Occupation Description Salary Degree Level Required
School and Career Counselors Counselors work with students in public and private schools to develop skills for academic and social success. They may provide resources for child and adult victims of domestic violence. $55,410 Master's
Forensic Psychologist Forensic psychologists apply psychological principles in the criminal justice system. They may work with legal specialists in domestic violence cases and provide expert testimony in court. $62,981 Bachelor's
School Psychologists School psychologists address the behavioral and mental health needs of students. They may work with families experiencing domestic violence to develop a behavior plan. $75,090 Doctoral
Social Worker Social workers identify problems and provide solutions. They often provide support and intervention in cases of domestic violence. They also work in domestic violence policy and social change. $47,980 Master's
Rehabilitation Counselors Rehabilitation counselors work with people with disabilities. They help disabled people live independently by addressing the effects disability has on employment and daily living. $34,860 Master's

Source: BLS/PayScale

How to Find a Job as a Domestic Violence Counselor

Finding a job as a domestic violence counselor begins in college. At this time, students should enhance their resumes through internships and volunteer work. School career centers also usually offer resources for students to practice the interview process and build their resumes. Graduates may pursue additional certifications or areas of specialization.

Students should also network in preparation for employment. For example, conferences introduce students to emerging trends and discussions beyond the college setting. In addition, job fairs -- located on college campuses, in the community, and through social service agencies -- offer information about employment opportunities.
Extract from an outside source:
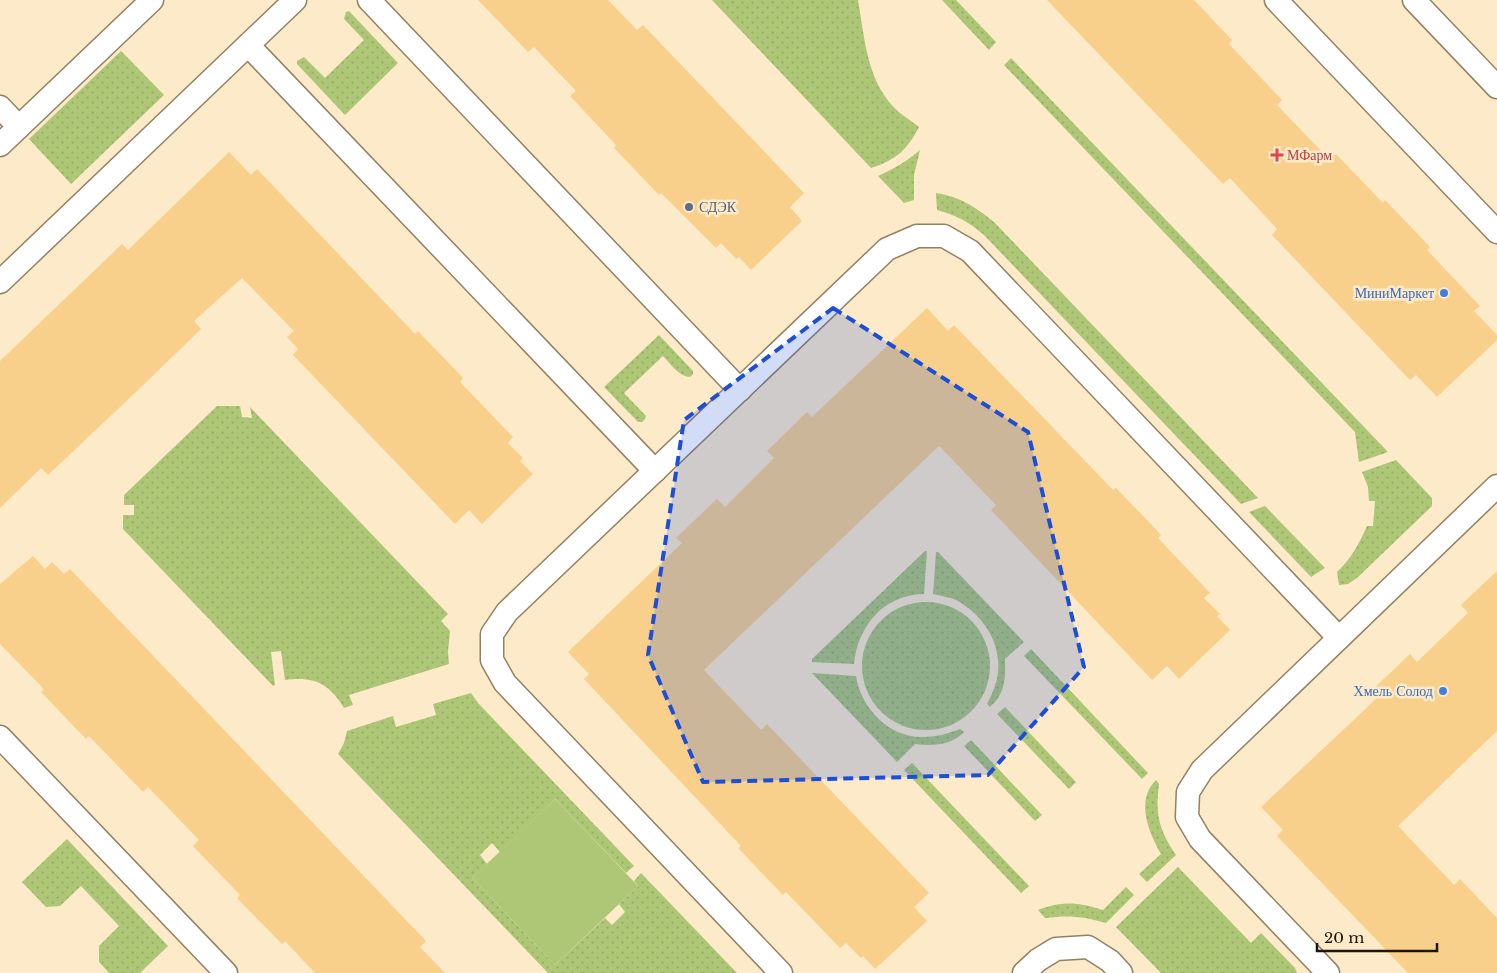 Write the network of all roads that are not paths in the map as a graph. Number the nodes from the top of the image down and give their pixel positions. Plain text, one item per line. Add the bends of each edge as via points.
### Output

Three organizations that offer resources and opportunities for domestic violence counselor professionals are listed below.

  • State Coalitions: Each state has its own coalition of community domestic violence programs. State coalitions create job boards and training opportunities, and they connect counselors with resources.
  • National Center on Domestic and Sexual Violence: This organization maintains a nationwide job board, provides training for program staff and consulting services for agencies, and advocates national reform.
  • Idealist connects individuals and organizations for volunteer and employment opportunities. The site primarily serves not-for-profit organizations and social service agencies.

Professional Organizations for Domestic Violence Counselors

  • National Network to End Domestic Violence: This active organization provides resources and technical assistance to programs, advocates for policy change, and hosts large conferences and training opportunities.
  • Futures Without Violence: This organization offers programs and training opportunities for allied professionals and counselors by emphasizing healing from abuse and addressing root causes of violence with an international perspective.
  • National Center for Victims of Crime: The center offers membership to crime victim advocates. Benefits include discounted training opportunities, policy updates, and roundtable discussions. It hosts an online resource library and a directory of organizations.
  • Batterer Intervention Services Coalition: This Michigan-based coalition of batterer intervention providers offers a membership program to counselors that includes opportunities to earn continuing education units.
  • Battered Women's Justice Project: This organization focuses on advocacy and development of civil and criminal legal interventions. It also provides training opportunities and research for legal advocates and counselors.